Sample: Creating N-gram and morphological indexes for rich text and proprietary formats

About this task

Use the following instructions to setup and synchronize Db2® Text Search indexes for morphological and N-gram indexing in the SAMPLE database. Search for meaningless Chinese words.

Procedure

  1. Create two tables for morphological and N-gram indexing.
    The tables contain columns k and b, where column k is the primary key, and column b will have rich text data.
    db2 "create table richtext_morpho(
    k varchar(50)not null, 
    b blob (1G),
    primary key(k)
    )"
    
    db2 "create table richtext_ngram(
    k varchar(50)not null, 
    b blob (1G),
    primary key(k)
    )"
    
  2. Issue the CREATE INDEX command to create a text search index on column b of table RICHTEXT_MORPHO. The name of the text search index is MORPHOINDEX.
    db2ts " CREATE INDEX db2ts.morphoindex FOR TEXT 
    ON richtext_morpho (b) LANGUAGE zh_CN FORMAT INSO 
    INDEX CONFIGURATION (CJKSEGMENTATION 'morphological') 
    CONNECT TO sample";
  3. Issue the CREATE INDEX command to create a text search index on column b of table RICHTEXT_NGRAM. The name of the text search index is NGRAMINDEX.
    db2ts " CREATE INDEX db2ts.ngramindex FOR TEXT 
    ON richtext_ngram (b) LANGUAGE zh_CN FORMAT INSO  
    INDEX CONFIGURATION (CJKSEGMENTATION 'ngram') 
    CONNECT TO sample";
  4. Load data into the two tables.
    db2 "import from ./data/cjk_richtext.del of DEL lobs from ./data/ 
    replace into richtext_morpho ";
    
    db2 "import from ./data/ cjk_richtext.del of DEL lobs from ./data/ 
    replace into richtext_ngram ";
    
    The cjk_richtext.del file has the entries:
    "rt_CJK.pdf","rt_CJK.pdf.0.864885/",
    "rt_CJK.pdf.doc","rt_CJK.pdf.doc.0.90112/",
    "rt_CJK.pdf.txt","rt_CJK.pdf.txt.0.37913/"
    
    The rt_CJK.pdf, rt_CJK.pdf.doc and rt_CJK.pdf.txt files all have the same content. One segment of the content in Simplified Chinese is as follows:
    "如何获得许可证密钥
    IBM Rational License Key Center 是一种许可证密钥在线提供服务,可以很方便地为您生成 Rational
     密钥。 但是必须成为您公司的 IBM Rational
     License Key Center 帐户的成员,才可以访问许可证密钥。
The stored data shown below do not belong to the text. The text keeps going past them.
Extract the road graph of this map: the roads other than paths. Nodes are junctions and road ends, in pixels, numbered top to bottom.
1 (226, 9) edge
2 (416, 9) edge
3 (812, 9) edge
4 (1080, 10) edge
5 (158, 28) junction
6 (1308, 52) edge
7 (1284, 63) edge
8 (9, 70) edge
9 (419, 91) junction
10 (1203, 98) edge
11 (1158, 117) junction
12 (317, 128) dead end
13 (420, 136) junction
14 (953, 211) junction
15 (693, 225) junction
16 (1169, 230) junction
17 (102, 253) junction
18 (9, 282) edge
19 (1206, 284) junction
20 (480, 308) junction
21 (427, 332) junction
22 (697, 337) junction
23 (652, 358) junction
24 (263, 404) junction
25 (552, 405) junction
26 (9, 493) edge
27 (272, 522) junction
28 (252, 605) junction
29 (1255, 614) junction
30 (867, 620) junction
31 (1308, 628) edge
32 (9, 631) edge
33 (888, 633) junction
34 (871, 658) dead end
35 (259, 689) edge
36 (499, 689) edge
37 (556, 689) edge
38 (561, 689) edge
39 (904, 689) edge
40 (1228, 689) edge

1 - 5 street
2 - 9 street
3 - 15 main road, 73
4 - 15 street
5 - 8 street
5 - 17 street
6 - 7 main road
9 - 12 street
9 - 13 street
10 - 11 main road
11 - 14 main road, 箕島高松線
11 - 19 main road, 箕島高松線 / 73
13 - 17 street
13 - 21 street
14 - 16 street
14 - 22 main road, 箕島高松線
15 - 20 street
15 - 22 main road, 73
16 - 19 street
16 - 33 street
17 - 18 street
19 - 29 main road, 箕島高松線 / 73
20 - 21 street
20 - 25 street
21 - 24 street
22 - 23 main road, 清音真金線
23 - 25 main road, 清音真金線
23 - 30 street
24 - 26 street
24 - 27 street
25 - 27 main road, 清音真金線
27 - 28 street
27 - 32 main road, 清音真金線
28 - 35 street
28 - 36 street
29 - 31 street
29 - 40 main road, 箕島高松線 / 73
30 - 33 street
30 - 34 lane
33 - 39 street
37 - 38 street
为您下订单的人员被设置为帐户管理员,
    并会通过电子邮件向其发送用于访问 License 
    Key Center 的密码。有两种方法可以使您成为公司帐户的成员:
    方法 1 - 与为您下订单的人员联系,让其使用"帐户成员"功能将您添加为公司帐户成员。一旦成功添加,
    您将收到一封来自 License Key Center 
    的电子邮件,其中包含了您的密码和登陆说明。
    方法 2 - 除了让 License Key Center 管理员将您添加为公司 License Key Center 
    帐户的成员之外,也可以自己进行添加"
    
    Figure 1. Sample segment of content in Simplified Chinese
    Sample segment of content in Simplified Chinese
  5. Synchronize the text search indexes with data from the corresponding table by issuing following commands:
    db2ts "UPDATE INDEX db2ts.morphoindex FOR TEXT 
    CONNECT TO sample" 
    
    db2ts "UPDATE INDEX db2ts.ngramindex FOR TEXT 
    CONNECT TO sample" 
    
  6. A search for linguistically meaningful Chinese words is successful here for both morphological and N-gram segmentation.
    Figure 2. Query results for linguistically meaningful Chinese words
    Query results for linguistically meaningful Chinese words
    The output indicates that the result from morphological segmentation is the same as N-gram segmentation
  7. Search for meaningless Chinese words to see the difference between morphological and N-gram segmentation.
    Figure 3. Query results for meaningless Chinese words
    Query results for meaningless Chinese words
    Only N-gram segmentation returns a book name.